Blogger: Rachel Kent
Our agency received a notification in the mail yesterday from The United Methodist Publishing House about the closing of the 56 Cokesbury stores nationwide. This closure has also been reported online on sites like ECPA.org. The mailing about the closure is upbeat and describes the changeover to CokesburyNext–a four-part sales solution. The four parts include a phone call center, online stores, conference sales, and a direct-to-churches sales team. They aren’t going out of business, but they are changing their business to fit with consumer preferences.

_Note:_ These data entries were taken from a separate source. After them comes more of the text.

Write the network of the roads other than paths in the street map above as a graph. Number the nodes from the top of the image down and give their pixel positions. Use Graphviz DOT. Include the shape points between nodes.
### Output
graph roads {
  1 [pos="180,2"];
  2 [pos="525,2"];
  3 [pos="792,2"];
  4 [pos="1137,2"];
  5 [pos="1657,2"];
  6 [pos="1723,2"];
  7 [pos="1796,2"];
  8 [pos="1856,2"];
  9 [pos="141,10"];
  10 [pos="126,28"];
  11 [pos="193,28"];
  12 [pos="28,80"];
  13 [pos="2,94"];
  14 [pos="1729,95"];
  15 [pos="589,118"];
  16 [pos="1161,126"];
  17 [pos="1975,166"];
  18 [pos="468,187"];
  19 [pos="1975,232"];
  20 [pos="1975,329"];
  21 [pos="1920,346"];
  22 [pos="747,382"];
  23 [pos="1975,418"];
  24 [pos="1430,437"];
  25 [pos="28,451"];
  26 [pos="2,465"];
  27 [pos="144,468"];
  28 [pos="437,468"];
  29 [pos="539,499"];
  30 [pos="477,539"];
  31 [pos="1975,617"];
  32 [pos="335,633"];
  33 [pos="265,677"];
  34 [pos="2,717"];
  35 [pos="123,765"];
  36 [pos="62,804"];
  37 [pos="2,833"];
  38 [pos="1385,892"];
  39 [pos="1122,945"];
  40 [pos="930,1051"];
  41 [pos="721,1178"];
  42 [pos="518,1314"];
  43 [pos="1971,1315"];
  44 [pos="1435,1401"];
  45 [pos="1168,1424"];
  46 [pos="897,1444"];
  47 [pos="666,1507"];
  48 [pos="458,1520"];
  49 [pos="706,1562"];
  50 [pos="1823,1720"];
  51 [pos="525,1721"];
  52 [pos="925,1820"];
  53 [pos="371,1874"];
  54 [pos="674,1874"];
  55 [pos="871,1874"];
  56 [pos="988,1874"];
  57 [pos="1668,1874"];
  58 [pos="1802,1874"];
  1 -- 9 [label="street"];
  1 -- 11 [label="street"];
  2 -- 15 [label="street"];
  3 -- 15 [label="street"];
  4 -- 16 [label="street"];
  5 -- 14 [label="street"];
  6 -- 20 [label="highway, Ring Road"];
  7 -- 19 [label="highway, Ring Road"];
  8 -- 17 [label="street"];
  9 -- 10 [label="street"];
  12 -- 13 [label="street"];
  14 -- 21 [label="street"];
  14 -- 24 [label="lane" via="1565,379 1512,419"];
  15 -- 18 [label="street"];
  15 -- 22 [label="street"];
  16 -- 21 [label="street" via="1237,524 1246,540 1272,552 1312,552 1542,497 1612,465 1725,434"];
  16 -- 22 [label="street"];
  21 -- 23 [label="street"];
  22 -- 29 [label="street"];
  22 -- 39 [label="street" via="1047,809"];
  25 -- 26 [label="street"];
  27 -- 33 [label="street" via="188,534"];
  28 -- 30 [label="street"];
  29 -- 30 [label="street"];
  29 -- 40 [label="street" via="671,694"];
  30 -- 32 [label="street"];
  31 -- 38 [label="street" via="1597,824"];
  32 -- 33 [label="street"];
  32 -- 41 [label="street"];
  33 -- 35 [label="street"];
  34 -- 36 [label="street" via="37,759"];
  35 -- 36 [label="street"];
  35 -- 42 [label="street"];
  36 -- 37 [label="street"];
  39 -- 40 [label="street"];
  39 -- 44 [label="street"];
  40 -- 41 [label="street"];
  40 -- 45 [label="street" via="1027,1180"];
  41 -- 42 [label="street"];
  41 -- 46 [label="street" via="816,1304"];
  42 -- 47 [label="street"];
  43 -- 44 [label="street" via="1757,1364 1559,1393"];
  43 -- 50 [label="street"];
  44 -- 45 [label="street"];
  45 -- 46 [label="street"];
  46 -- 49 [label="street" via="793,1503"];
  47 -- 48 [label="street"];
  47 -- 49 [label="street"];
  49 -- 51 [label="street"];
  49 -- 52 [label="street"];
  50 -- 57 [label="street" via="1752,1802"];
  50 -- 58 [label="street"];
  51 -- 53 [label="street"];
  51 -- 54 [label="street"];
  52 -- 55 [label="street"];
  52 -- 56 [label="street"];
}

I don’t like to be depressing, but no matter how optimistic we are we have to see this as one more sign that the bookstore might become a thing of the past if it can’t develop a unique contribution to the book buyer’s life. The internet is such a strong force and online companies like Amazon.com and Christianbook.com make it easy to quickly buy a book at a great price without leaving the house. Bookstores can’t offer a big enough discount to compete with these online retailers–especially when services like Amazon Prime make the shipping practically free.
I love bookstores! Browsing is such a pleasure, and I love finding a new favorite author through the one or two books I buy per visit. But even I–a bookstore and book lover–am not going to bookstores all that frequently. I have a Kindle, and the draw of the convenience of the internet is strong. I probably go to a bookstore six times a year (once every two months).
As authors and readers, what do we do about this shift in the book industry? I suggest two things:
1) Support our local bookstores! Even with the decline in bookstores, the remaining stores are very important parts of the publishing industry. Buy books from the store and do book-signings or speaking engagements at the store too. If a book club or local group wants you to speak to them, see if you can arrange to have the meeting at the bookstore or to have the bookstore set up a table at the back of the event instead of bringing in your own books to sell.
2) While supporting the remaining stores, remember to face the reality that the bookstore sales avenue is slowing down. Find new ways to help your publisher sell your books. Get creative with marketing and find out what works well to reach your audience.
Did you have a Cokesbury store near you?
How many times per year would you say you visit a bookstore?
How do you feel about bookstores possibly disappearing? Do you think it’s time to move on, or should we try to save them?